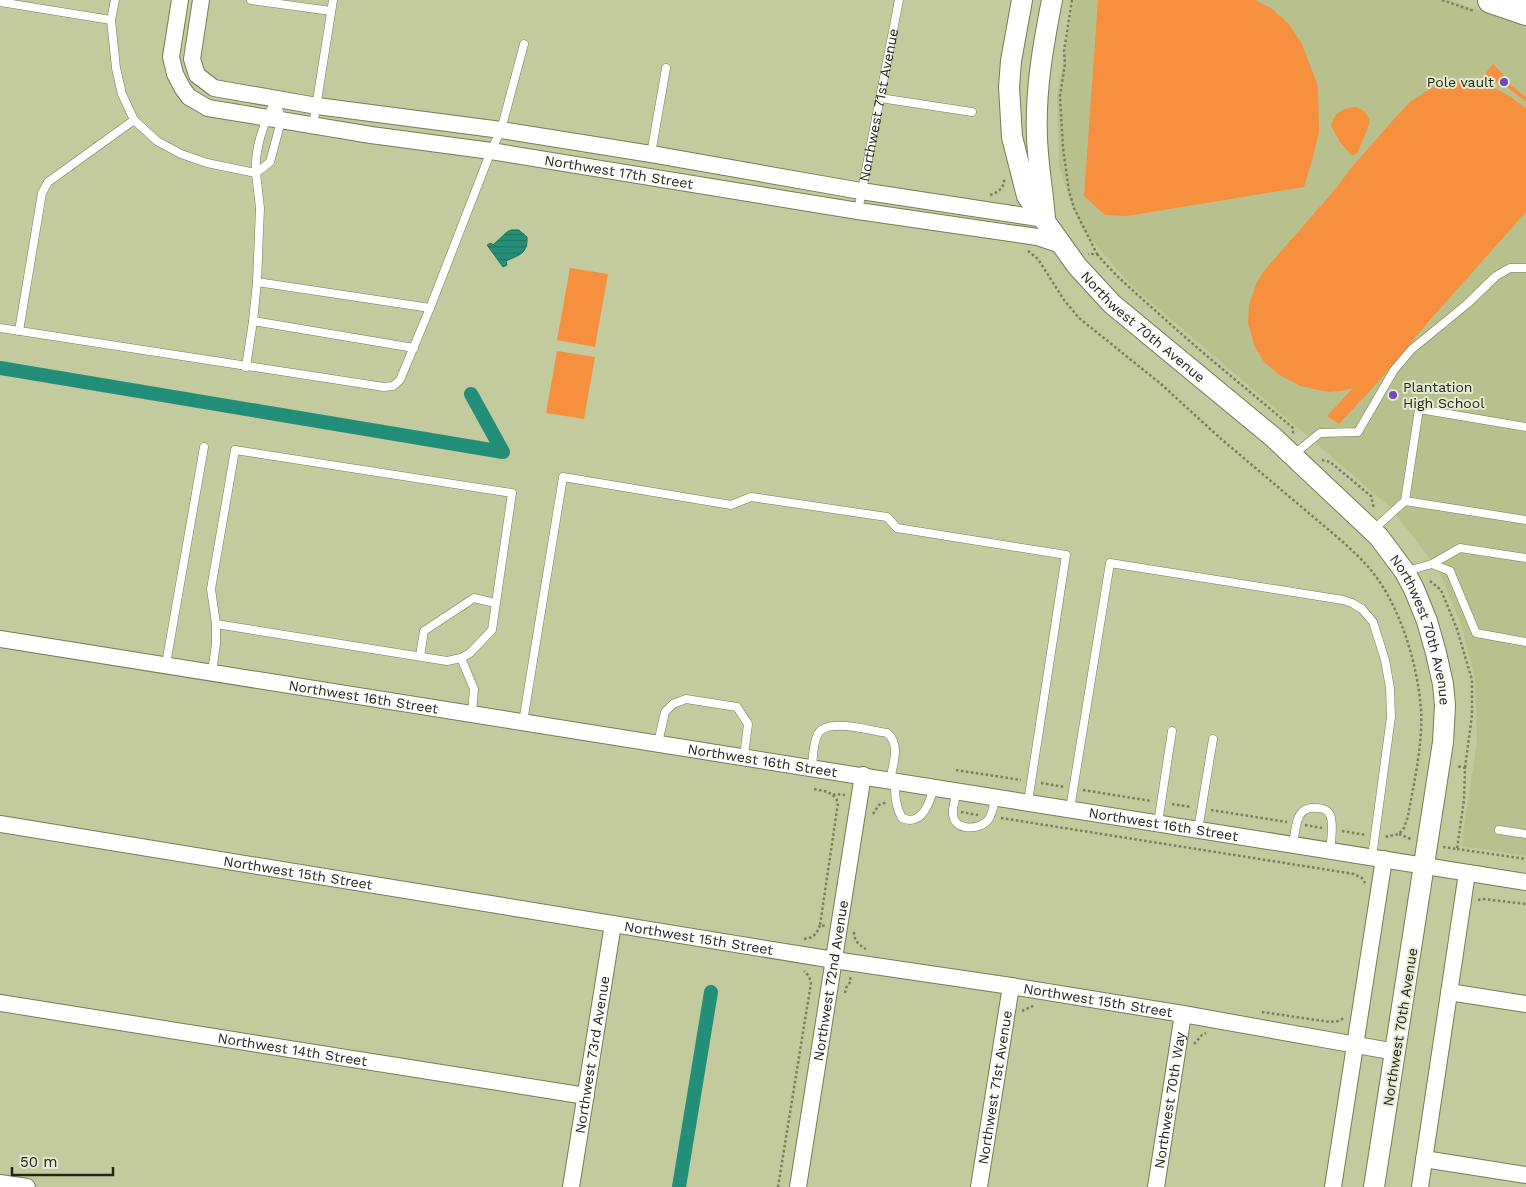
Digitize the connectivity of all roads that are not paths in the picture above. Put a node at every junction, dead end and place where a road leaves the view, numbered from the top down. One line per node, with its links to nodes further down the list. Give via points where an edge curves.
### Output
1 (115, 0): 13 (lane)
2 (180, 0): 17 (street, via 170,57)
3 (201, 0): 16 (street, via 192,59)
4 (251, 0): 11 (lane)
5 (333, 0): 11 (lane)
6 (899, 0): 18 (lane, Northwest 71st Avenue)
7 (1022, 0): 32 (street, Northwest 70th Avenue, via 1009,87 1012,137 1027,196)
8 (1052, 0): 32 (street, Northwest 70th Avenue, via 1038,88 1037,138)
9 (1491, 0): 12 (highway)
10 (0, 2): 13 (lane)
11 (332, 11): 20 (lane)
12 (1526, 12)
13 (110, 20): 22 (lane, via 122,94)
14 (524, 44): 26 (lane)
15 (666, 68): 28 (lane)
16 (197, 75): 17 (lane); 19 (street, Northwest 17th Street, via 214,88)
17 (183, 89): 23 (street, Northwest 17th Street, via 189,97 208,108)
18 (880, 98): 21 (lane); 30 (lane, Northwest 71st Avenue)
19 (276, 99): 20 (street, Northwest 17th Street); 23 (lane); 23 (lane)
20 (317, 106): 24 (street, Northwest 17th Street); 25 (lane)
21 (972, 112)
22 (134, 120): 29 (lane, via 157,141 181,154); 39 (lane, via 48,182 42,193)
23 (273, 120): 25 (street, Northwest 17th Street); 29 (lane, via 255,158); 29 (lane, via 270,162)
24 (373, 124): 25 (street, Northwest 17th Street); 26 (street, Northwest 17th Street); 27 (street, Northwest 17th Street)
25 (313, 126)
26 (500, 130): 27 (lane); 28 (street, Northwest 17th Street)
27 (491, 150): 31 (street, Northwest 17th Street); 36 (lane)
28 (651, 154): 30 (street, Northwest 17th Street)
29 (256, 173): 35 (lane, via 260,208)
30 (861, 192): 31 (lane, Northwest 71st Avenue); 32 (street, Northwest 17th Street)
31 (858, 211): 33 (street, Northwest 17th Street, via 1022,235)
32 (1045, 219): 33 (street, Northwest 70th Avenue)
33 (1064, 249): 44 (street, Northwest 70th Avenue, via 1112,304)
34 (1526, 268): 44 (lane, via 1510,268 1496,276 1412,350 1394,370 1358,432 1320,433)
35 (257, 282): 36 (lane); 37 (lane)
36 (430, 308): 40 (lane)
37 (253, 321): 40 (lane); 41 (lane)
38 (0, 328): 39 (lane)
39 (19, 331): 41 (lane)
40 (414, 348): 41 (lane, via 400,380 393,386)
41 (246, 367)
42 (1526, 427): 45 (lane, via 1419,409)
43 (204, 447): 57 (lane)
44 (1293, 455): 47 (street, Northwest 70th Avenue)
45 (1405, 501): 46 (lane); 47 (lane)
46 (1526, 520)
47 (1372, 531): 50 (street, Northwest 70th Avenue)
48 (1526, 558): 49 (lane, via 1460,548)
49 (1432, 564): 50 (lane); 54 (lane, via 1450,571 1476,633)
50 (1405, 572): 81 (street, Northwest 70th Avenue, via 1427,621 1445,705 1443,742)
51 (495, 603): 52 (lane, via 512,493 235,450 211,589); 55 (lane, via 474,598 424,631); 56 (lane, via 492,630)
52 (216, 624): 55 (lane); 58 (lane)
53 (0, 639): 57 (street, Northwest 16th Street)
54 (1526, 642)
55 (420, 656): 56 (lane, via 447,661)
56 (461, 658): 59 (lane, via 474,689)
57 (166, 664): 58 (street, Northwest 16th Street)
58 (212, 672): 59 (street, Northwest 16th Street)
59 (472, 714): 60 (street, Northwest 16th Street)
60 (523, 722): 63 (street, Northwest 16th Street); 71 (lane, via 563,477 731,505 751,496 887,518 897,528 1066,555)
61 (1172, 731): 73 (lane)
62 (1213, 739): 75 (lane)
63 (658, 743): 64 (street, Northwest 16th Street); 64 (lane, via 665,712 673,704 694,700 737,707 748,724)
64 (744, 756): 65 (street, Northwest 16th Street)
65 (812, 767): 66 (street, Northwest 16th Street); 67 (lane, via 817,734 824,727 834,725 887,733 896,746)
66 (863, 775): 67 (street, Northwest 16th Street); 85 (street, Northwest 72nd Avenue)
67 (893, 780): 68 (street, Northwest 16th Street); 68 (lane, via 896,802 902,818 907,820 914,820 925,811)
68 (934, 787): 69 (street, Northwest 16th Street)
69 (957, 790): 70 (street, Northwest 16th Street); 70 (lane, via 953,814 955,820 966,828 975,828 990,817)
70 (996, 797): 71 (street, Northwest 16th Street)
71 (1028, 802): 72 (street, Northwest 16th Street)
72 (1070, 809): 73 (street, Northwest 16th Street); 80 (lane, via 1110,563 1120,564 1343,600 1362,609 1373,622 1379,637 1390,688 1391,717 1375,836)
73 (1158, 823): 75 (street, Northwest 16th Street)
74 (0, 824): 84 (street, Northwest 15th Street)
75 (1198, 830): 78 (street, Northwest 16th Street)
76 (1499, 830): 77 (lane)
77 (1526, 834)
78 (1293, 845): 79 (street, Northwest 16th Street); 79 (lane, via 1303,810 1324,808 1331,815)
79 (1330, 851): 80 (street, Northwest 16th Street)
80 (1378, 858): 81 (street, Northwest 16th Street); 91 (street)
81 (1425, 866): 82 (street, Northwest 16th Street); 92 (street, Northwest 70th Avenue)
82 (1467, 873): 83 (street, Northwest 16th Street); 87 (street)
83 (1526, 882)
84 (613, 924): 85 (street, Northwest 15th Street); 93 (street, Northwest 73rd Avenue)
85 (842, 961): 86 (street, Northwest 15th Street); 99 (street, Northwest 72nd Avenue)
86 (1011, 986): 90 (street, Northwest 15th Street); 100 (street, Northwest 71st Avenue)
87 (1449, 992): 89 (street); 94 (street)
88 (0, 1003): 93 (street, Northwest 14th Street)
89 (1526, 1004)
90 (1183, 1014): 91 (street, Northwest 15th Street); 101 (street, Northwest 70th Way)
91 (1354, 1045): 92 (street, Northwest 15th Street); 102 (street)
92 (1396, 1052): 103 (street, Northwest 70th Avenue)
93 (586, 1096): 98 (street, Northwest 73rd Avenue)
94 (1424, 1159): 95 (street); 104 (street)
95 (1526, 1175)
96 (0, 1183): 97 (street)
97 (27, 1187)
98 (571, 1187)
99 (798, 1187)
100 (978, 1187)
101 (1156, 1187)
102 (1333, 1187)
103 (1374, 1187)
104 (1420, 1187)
======
What is expected
Your task is to set down each line above verbatim while excluding the pictures.

Solution to this problem
Digitize the connectivity of all roads that are not paths in the picture above. Put a node at every junction, dead end and place where a road leaves the view, numbered from the top down. One line per node, with its links to nodes further down the list. Give via points where an edge curves.
### Output
1 (115, 0): 13 (lane)
2 (180, 0): 17 (street, via 170,57)
3 (201, 0): 16 (street, via 192,59)
4 (251, 0): 11 (lane)
5 (333, 0): 11 (lane)
6 (899, 0): 18 (lane, Northwest 71st Avenue)
7 (1022, 0): 32 (street, Northwest 70th Avenue, via 1009,87 1012,137 1027,196)
8 (1052, 0): 32 (street, Northwest 70th Avenue, via 1038,88 1037,138)
9 (1491, 0): 12 (highway)
10 (0, 2): 13 (lane)
11 (332, 11): 20 (lane)
12 (1526, 12)
13 (110, 20): 22 (lane, via 122,94)
14 (524, 44): 26 (lane)
15 (666, 68): 28 (lane)
16 (197, 75): 17 (lane); 19 (street, Northwest 17th Street, via 214,88)
17 (183, 89): 23 (street, Northwest 17th Street, via 189,97 208,108)
18 (880, 98): 21 (lane); 30 (lane, Northwest 71st Avenue)
19 (276, 99): 20 (street, Northwest 17th Street); 23 (lane); 23 (lane)
20 (317, 106): 24 (street, Northwest 17th Street); 25 (lane)
21 (972, 112)
22 (134, 120): 29 (lane, via 157,141 181,154); 39 (lane, via 48,182 42,193)
23 (273, 120): 25 (street, Northwest 17th Street); 29 (lane, via 255,158); 29 (lane, via 270,162)
24 (373, 124): 25 (street, Northwest 17th Street); 26 (street, Northwest 17th Street); 27 (street, Northwest 17th Street)
25 (313, 126)
26 (500, 130): 27 (lane); 28 (street, Northwest 17th Street)
27 (491, 150): 31 (street, Northwest 17th Street); 36 (lane)
28 (651, 154): 30 (street, Northwest 17th Street)
29 (256, 173): 35 (lane, via 260,208)
30 (861, 192): 31 (lane, Northwest 71st Avenue); 32 (street, Northwest 17th Street)
31 (858, 211): 33 (street, Northwest 17th Street, via 1022,235)
32 (1045, 219): 33 (street, Northwest 70th Avenue)
33 (1064, 249): 44 (street, Northwest 70th Avenue, via 1112,304)
34 (1526, 268): 44 (lane, via 1510,268 1496,276 1412,350 1394,370 1358,432 1320,433)
35 (257, 282): 36 (lane); 37 (lane)
36 (430, 308): 40 (lane)
37 (253, 321): 40 (lane); 41 (lane)
38 (0, 328): 39 (lane)
39 (19, 331): 41 (lane)
40 (414, 348): 41 (lane, via 400,380 393,386)
41 (246, 367)
42 (1526, 427): 45 (lane, via 1419,409)
43 (204, 447): 57 (lane)
44 (1293, 455): 47 (street, Northwest 70th Avenue)
45 (1405, 501): 46 (lane); 47 (lane)
46 (1526, 520)
47 (1372, 531): 50 (street, Northwest 70th Avenue)
48 (1526, 558): 49 (lane, via 1460,548)
49 (1432, 564): 50 (lane); 54 (lane, via 1450,571 1476,633)
50 (1405, 572): 81 (street, Northwest 70th Avenue, via 1427,621 1445,705 1443,742)
51 (495, 603): 52 (lane, via 512,493 235,450 211,589); 55 (lane, via 474,598 424,631); 56 (lane, via 492,630)
52 (216, 624): 55 (lane); 58 (lane)
53 (0, 639): 57 (street, Northwest 16th Street)
54 (1526, 642)
55 (420, 656): 56 (lane, via 447,661)
56 (461, 658): 59 (lane, via 474,689)
57 (166, 664): 58 (street, Northwest 16th Street)
58 (212, 672): 59 (street, Northwest 16th Street)
59 (472, 714): 60 (street, Northwest 16th Street)
60 (523, 722): 63 (street, Northwest 16th Street); 71 (lane, via 563,477 731,505 751,496 887,518 897,528 1066,555)
61 (1172, 731): 73 (lane)
62 (1213, 739): 75 (lane)
63 (658, 743): 64 (street, Northwest 16th Street); 64 (lane, via 665,712 673,704 694,700 737,707 748,724)
64 (744, 756): 65 (street, Northwest 16th Street)
65 (812, 767): 66 (street, Northwest 16th Street); 67 (lane, via 817,734 824,727 834,725 887,733 896,746)
66 (863, 775): 67 (street, Northwest 16th Street); 85 (street, Northwest 72nd Avenue)
67 (893, 780): 68 (street, Northwest 16th Street); 68 (lane, via 896,802 902,818 907,820 914,820 925,811)
68 (934, 787): 69 (street, Northwest 16th Street)
69 (957, 790): 70 (street, Northwest 16th Street); 70 (lane, via 953,814 955,820 966,828 975,828 990,817)
70 (996, 797): 71 (street, Northwest 16th Street)
71 (1028, 802): 72 (street, Northwest 16th Street)
72 (1070, 809): 73 (street, Northwest 16th Street); 80 (lane, via 1110,563 1120,564 1343,600 1362,609 1373,622 1379,637 1390,688 1391,717 1375,836)
73 (1158, 823): 75 (street, Northwest 16th Street)
74 (0, 824): 84 (street, Northwest 15th Street)
75 (1198, 830): 78 (street, Northwest 16th Street)
76 (1499, 830): 77 (lane)
77 (1526, 834)
78 (1293, 845): 79 (street, Northwest 16th Street); 79 (lane, via 1303,810 1324,808 1331,815)
79 (1330, 851): 80 (street, Northwest 16th Street)
80 (1378, 858): 81 (street, Northwest 16th Street); 91 (street)
81 (1425, 866): 82 (street, Northwest 16th Street); 92 (street, Northwest 70th Avenue)
82 (1467, 873): 83 (street, Northwest 16th Street); 87 (street)
83 (1526, 882)
84 (613, 924): 85 (street, Northwest 15th Street); 93 (street, Northwest 73rd Avenue)
85 (842, 961): 86 (street, Northwest 15th Street); 99 (street, Northwest 72nd Avenue)
86 (1011, 986): 90 (street, Northwest 15th Street); 100 (street, Northwest 71st Avenue)
87 (1449, 992): 89 (street); 94 (street)
88 (0, 1003): 93 (street, Northwest 14th Street)
89 (1526, 1004)
90 (1183, 1014): 91 (street, Northwest 15th Street); 101 (street, Northwest 70th Way)
91 (1354, 1045): 92 (street, Northwest 15th Street); 102 (street)
92 (1396, 1052): 103 (street, Northwest 70th Avenue)
93 (586, 1096): 98 (street, Northwest 73rd Avenue)
94 (1424, 1159): 95 (street); 104 (street)
95 (1526, 1175)
96 (0, 1183): 97 (street)
97 (27, 1187)
98 (571, 1187)
99 (798, 1187)
100 (978, 1187)
101 (1156, 1187)
102 (1333, 1187)
103 (1374, 1187)
104 (1420, 1187)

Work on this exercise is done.